• **Data supplied**:
■ ■ ■ ■
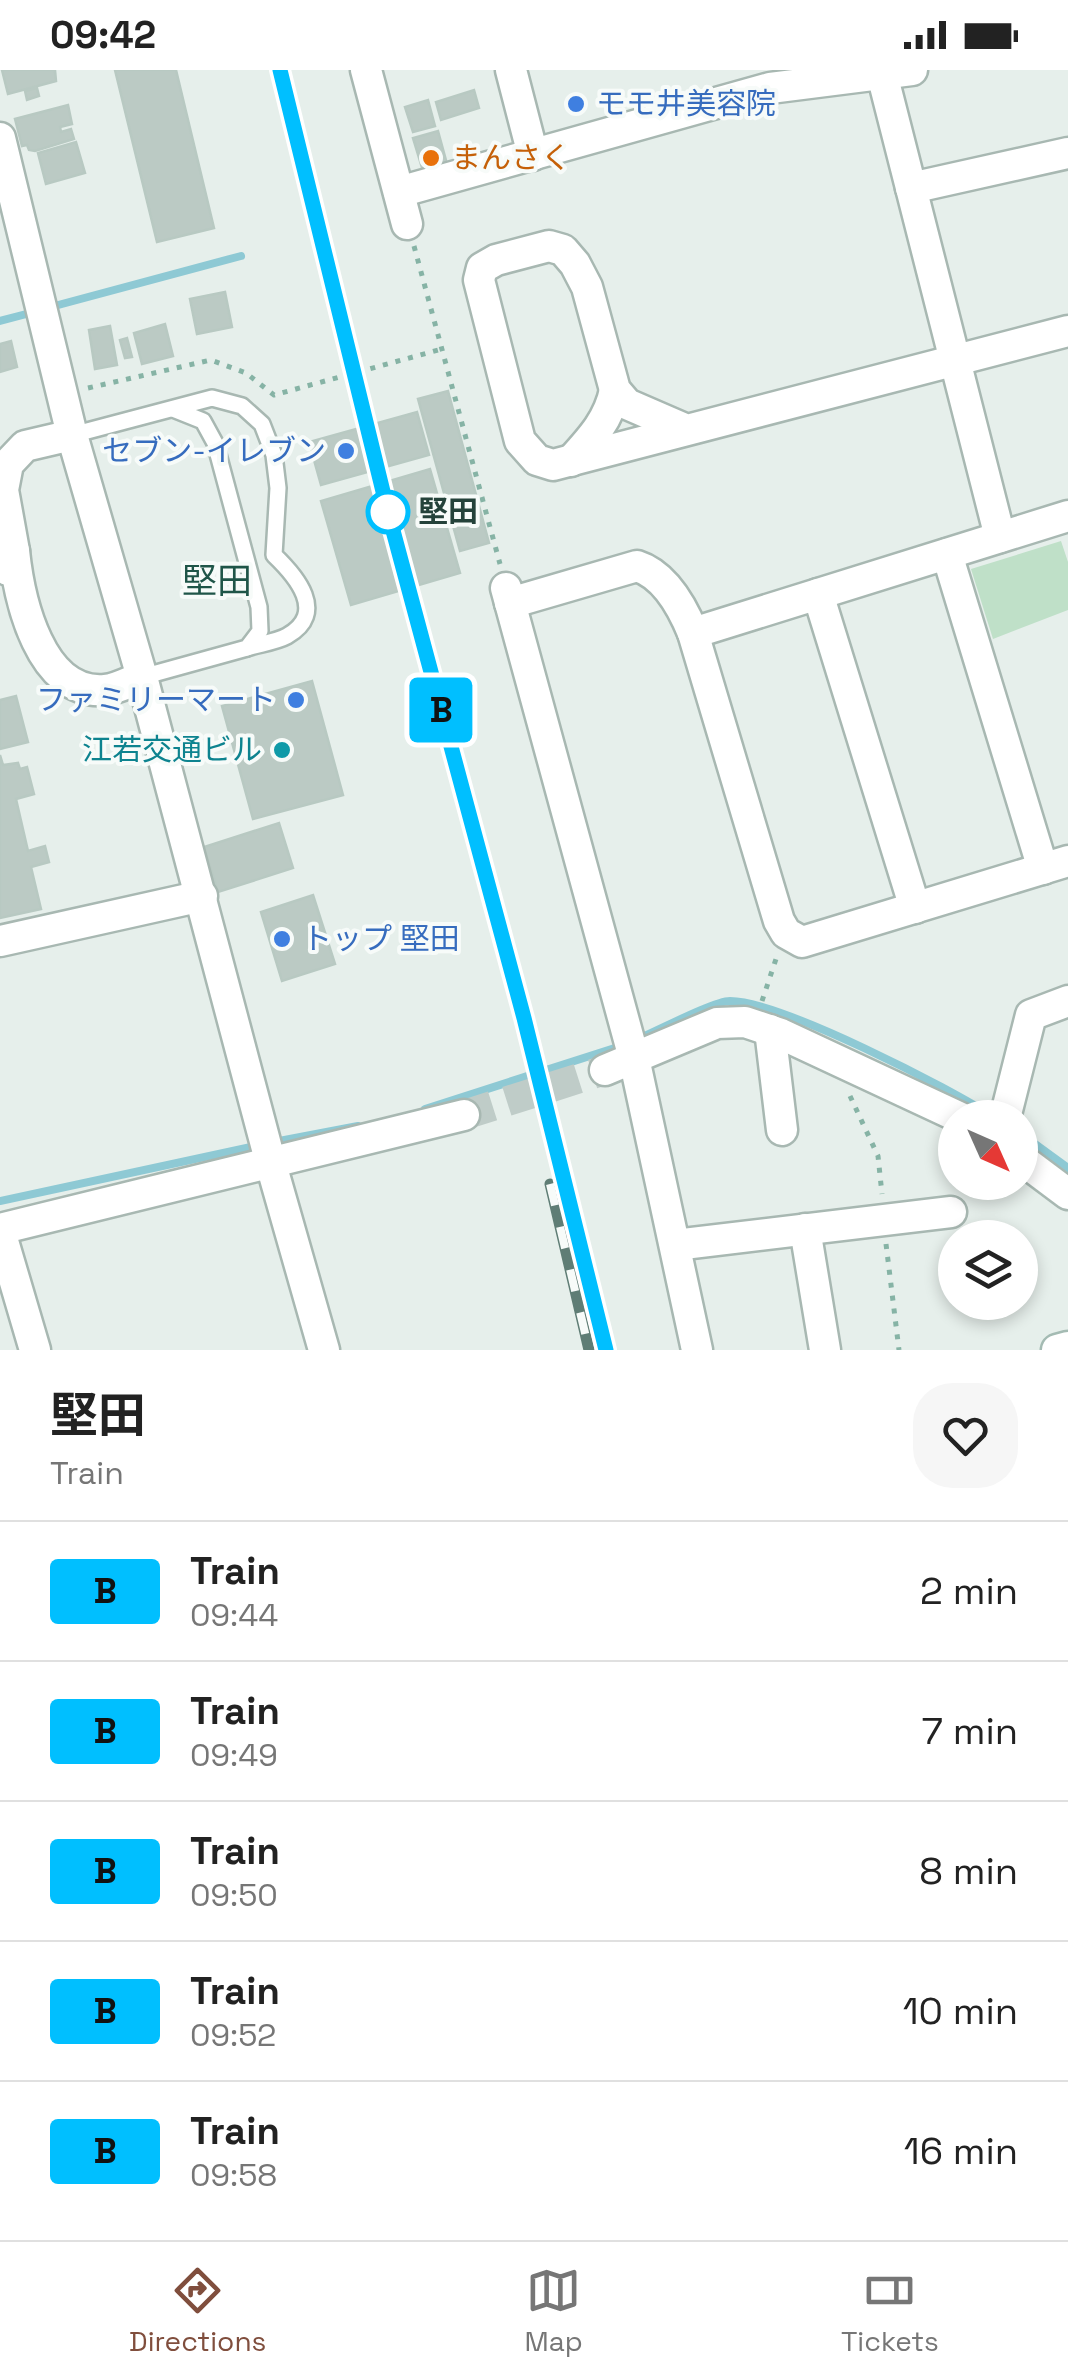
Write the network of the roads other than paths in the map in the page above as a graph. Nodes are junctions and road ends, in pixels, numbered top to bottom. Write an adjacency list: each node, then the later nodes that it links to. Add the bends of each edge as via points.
1 (366, 70): 8 (street)
2 (510, 70): 6 (street)
3 (892, 72): 6 (street, via 770,88); 7 (street)
4 (0, 138): 15 (street)
5 (1068, 153): 7 (street)
6 (533, 155): 8 (street)
7 (911, 188): 11 (street)
8 (399, 192): 9 (street)
9 (408, 224)
10 (1068, 331): 11 (street)
11 (955, 360): 14 (street); 18 (street)
12 (614, 390): 14 (street, via 628,404); 16 (street, via 597,433); 16 (street, via 586,287 563,250 549,246 482,268 479,280 520,441 537,460)
13 (173, 409): 15 (lane); 21 (lane, via 212,398 242,406 262,424 278,488); 22 (lane, via 204,421 215,443)
14 (687, 430): 16 (street)
15 (72, 435): 19 (street, via 25,446 8,464 3,490); 29 (street)
16 (572, 461)
17 (1068, 516): 18 (street)
18 (1000, 537): 20 (street)
19 (14, 551): 23 (street); 27 (street, via 18,594)
20 (947, 554): 24 (street); 30 (street)
21 (274, 556): 22 (lane); 28 (lane, via 298,578 307,600 302,622 288,636)
22 (248, 564): 28 (lane, via 260,631)
23 (0, 582)
24 (818, 594): 26 (street); 32 (street)
25 (0, 612): 27 (street)
26 (693, 633): 32 (street, via 786,933 802,942); 36 (street, via 655,572 637,566 508,594)
27 (39, 645): 29 (street, via 76,688 106,690)
28 (247, 648): 29 (lane)
29 (142, 677): 31 (street)
30 (1056, 865): 32 (street)
31 (202, 896): 33 (street); 42 (street)
32 (914, 908)
33 (0, 941)
34 (1068, 1002): 38 (street, via 1031,1014)
35 (770, 1030): 36 (street, via 718,1023); 39 (street); 41 (street)
36 (630, 1046): 37 (street); 48 (street)
37 (605, 1070)
38 (1010, 1100)
39 (938, 1107)
40 (464, 1115): 42 (street)
41 (782, 1130)
42 (267, 1150): 47 (street); 51 (street)
43 (1038, 1172): 44 (street)
44 (1068, 1194)
45 (950, 1212): 46 (street)
46 (805, 1229): 48 (street); 53 (street)
47 (0, 1230): 50 (street)
48 (675, 1245): 52 (street)
49 (1068, 1347): 54 (street)
50 (35, 1350)
51 (324, 1350)
52 (698, 1350)
53 (826, 1350)
54 (1057, 1350)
■ ■ ■ ■
• **Task**:
Repeat the data above exactly, leaving out any pictures it holds.

• **Answer section**:
Write the network of the roads other than paths in the map in the page above as a graph. Nodes are junctions and road ends, in pixels, numbered top to bottom. Write an adjacency list: each node, then the later nodes that it links to. Add the bends of each edge as via points.
1 (366, 70): 8 (street)
2 (510, 70): 6 (street)
3 (892, 72): 6 (street, via 770,88); 7 (street)
4 (0, 138): 15 (street)
5 (1068, 153): 7 (street)
6 (533, 155): 8 (street)
7 (911, 188): 11 (street)
8 (399, 192): 9 (street)
9 (408, 224)
10 (1068, 331): 11 (street)
11 (955, 360): 14 (street); 18 (street)
12 (614, 390): 14 (street, via 628,404); 16 (street, via 597,433); 16 (street, via 586,287 563,250 549,246 482,268 479,280 520,441 537,460)
13 (173, 409): 15 (lane); 21 (lane, via 212,398 242,406 262,424 278,488); 22 (lane, via 204,421 215,443)
14 (687, 430): 16 (street)
15 (72, 435): 19 (street, via 25,446 8,464 3,490); 29 (street)
16 (572, 461)
17 (1068, 516): 18 (street)
18 (1000, 537): 20 (street)
19 (14, 551): 23 (street); 27 (street, via 18,594)
20 (947, 554): 24 (street); 30 (street)
21 (274, 556): 22 (lane); 28 (lane, via 298,578 307,600 302,622 288,636)
22 (248, 564): 28 (lane, via 260,631)
23 (0, 582)
24 (818, 594): 26 (street); 32 (street)
25 (0, 612): 27 (street)
26 (693, 633): 32 (street, via 786,933 802,942); 36 (street, via 655,572 637,566 508,594)
27 (39, 645): 29 (street, via 76,688 106,690)
28 (247, 648): 29 (lane)
29 (142, 677): 31 (street)
30 (1056, 865): 32 (street)
31 (202, 896): 33 (street); 42 (street)
32 (914, 908)
33 (0, 941)
34 (1068, 1002): 38 (street, via 1031,1014)
35 (770, 1030): 36 (street, via 718,1023); 39 (street); 41 (street)
36 (630, 1046): 37 (street); 48 (street)
37 (605, 1070)
38 (1010, 1100)
39 (938, 1107)
40 (464, 1115): 42 (street)
41 (782, 1130)
42 (267, 1150): 47 (street); 51 (street)
43 (1038, 1172): 44 (street)
44 (1068, 1194)
45 (950, 1212): 46 (street)
46 (805, 1229): 48 (street); 53 (street)
47 (0, 1230): 50 (street)
48 (675, 1245): 52 (street)
49 (1068, 1347): 54 (street)
50 (35, 1350)
51 (324, 1350)
52 (698, 1350)
53 (826, 1350)
54 (1057, 1350)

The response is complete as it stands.